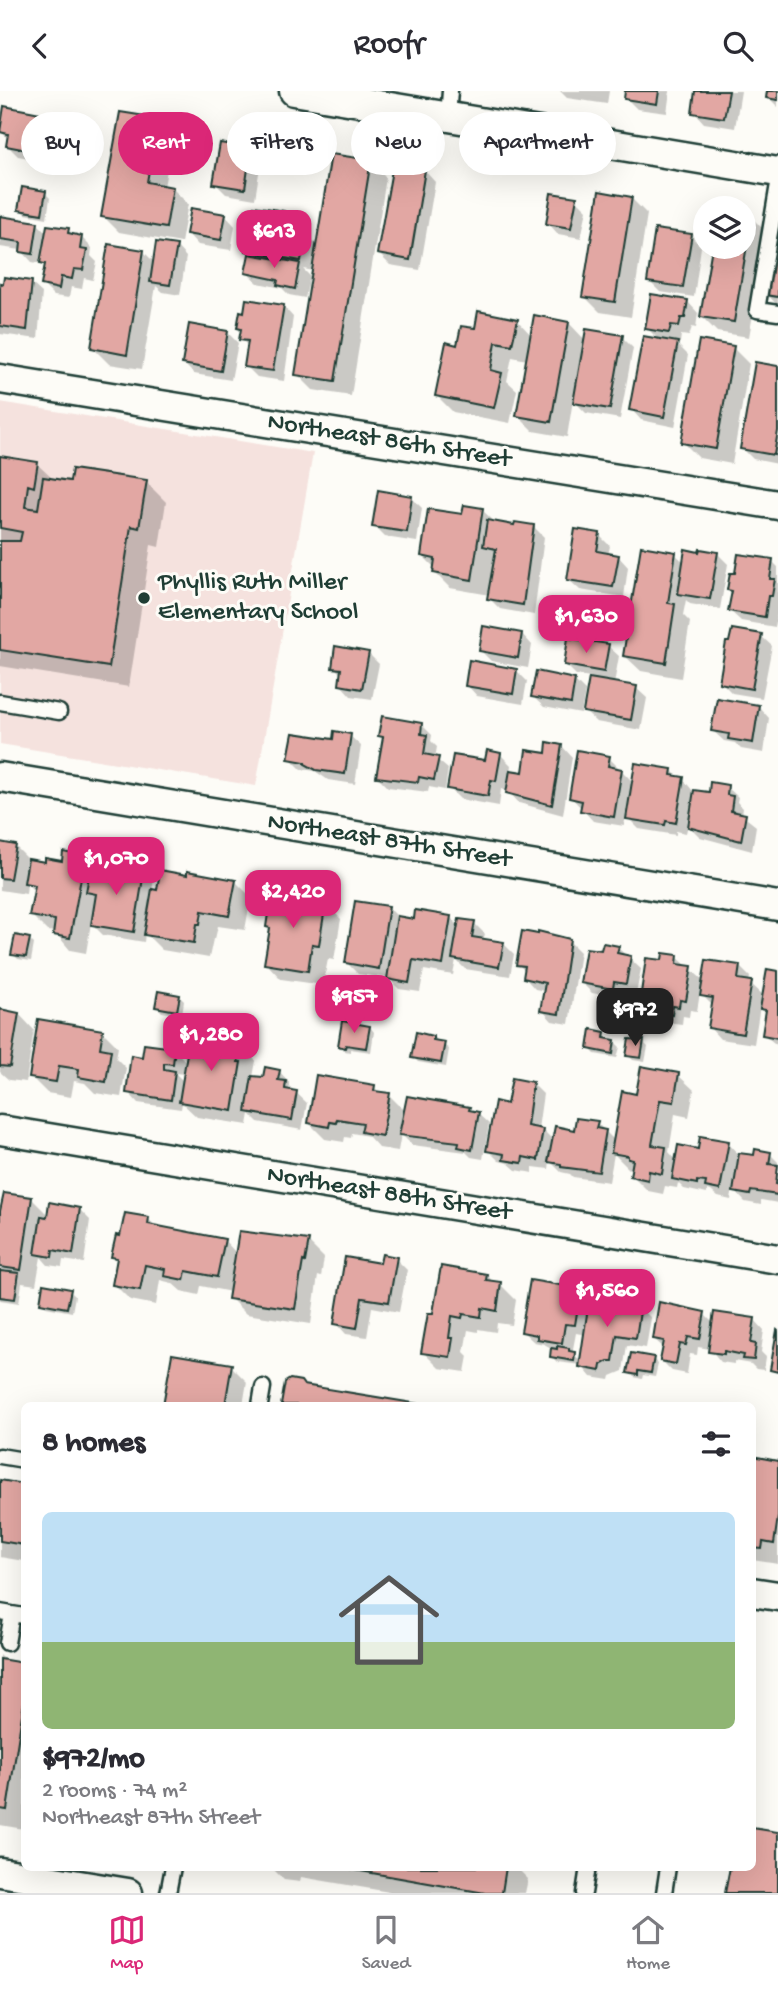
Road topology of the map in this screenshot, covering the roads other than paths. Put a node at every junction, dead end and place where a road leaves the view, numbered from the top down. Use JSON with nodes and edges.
--
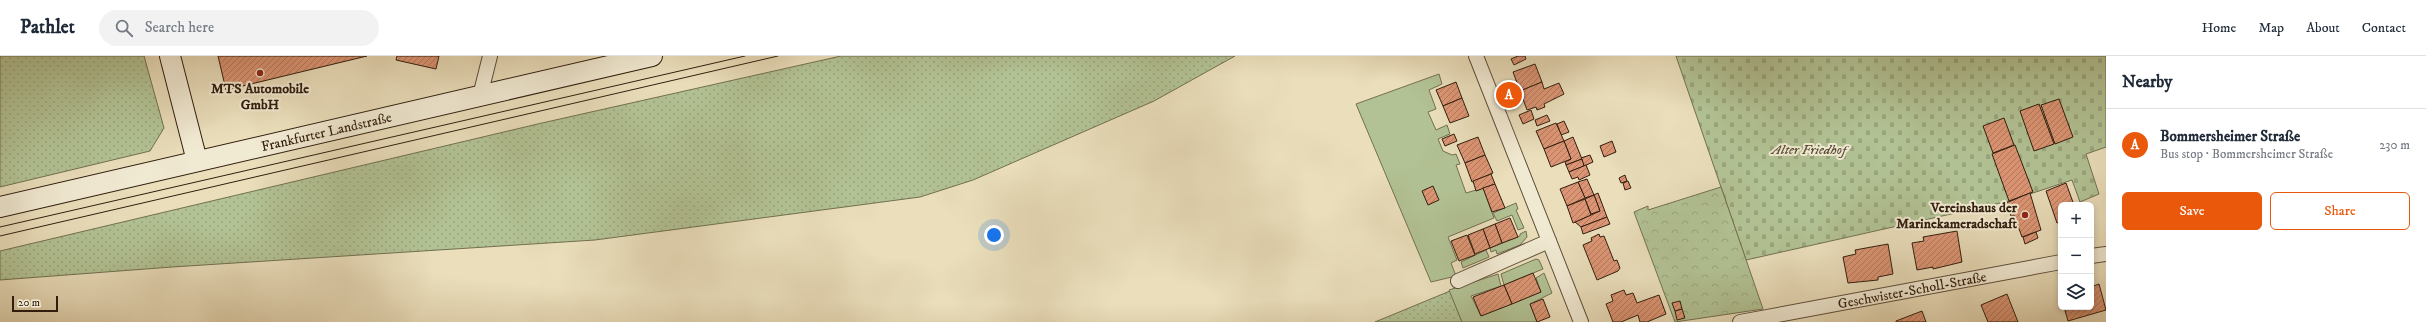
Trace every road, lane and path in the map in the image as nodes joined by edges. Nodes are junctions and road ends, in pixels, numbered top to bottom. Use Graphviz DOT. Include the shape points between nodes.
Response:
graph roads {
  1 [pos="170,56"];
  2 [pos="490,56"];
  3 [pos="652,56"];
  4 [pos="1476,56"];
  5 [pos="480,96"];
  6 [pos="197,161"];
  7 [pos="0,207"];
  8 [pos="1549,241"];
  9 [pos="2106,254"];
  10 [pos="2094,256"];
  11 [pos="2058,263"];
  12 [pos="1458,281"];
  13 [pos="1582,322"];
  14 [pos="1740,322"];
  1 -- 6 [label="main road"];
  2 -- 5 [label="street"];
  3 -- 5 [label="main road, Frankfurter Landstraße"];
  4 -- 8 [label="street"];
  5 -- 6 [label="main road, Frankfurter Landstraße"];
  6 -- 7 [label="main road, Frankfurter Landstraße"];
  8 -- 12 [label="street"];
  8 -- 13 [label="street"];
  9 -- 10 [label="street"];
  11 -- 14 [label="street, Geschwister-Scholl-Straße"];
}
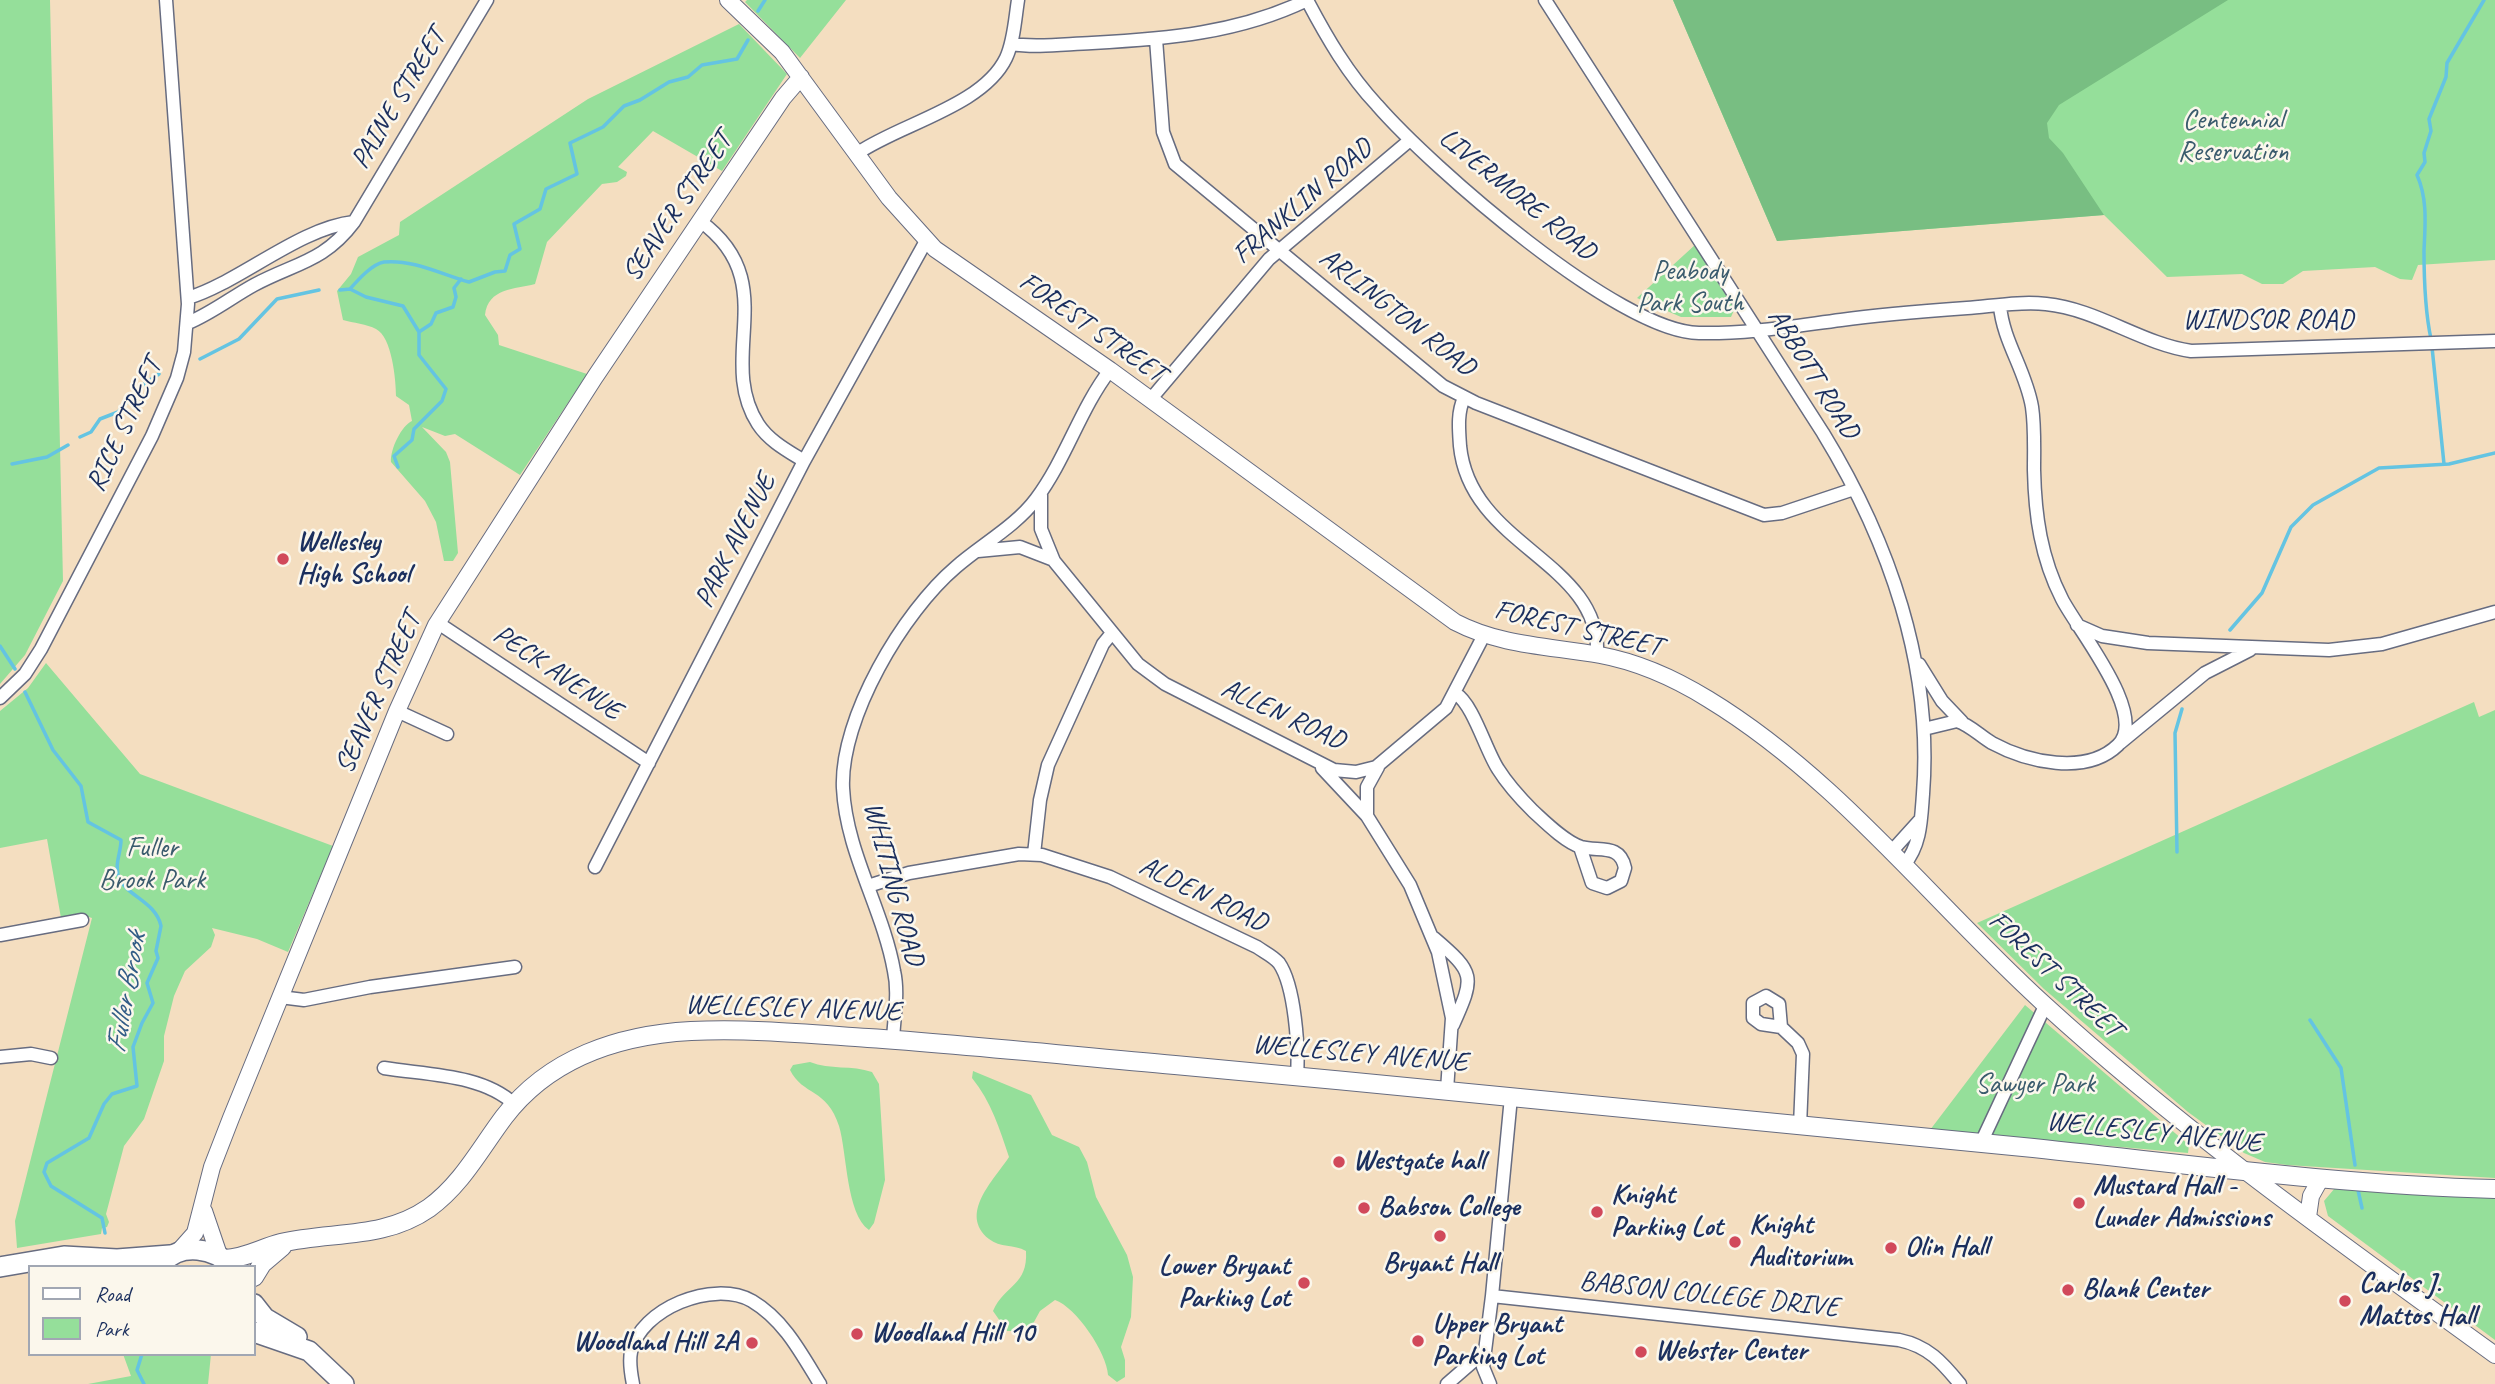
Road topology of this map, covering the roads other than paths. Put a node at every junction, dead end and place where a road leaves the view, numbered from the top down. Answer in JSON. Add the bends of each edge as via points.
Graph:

**Your instructions:**
After identifying the lines above that contain "every", copy each one.

**Response:**
Road topology of the map in this screenshot, covering the roads other than paths. Put a node at every junction, dead end and place where a road leaves the view, numbered from the top down. Use JSON with nodes and edges.
Trace every road, lane and path in the map in the image as nodes joined by edges. Nodes are junctions and road ends, in pixels, numbered top to bottom. Use Graphviz DOT. Include the shape points between nodes.
Road topology of this map, covering the roads other than paths. Put a node at every junction, dead end and place where a road leaves the view, numbered from the top down. Answer in JSON. Add the bends of each edge as via points.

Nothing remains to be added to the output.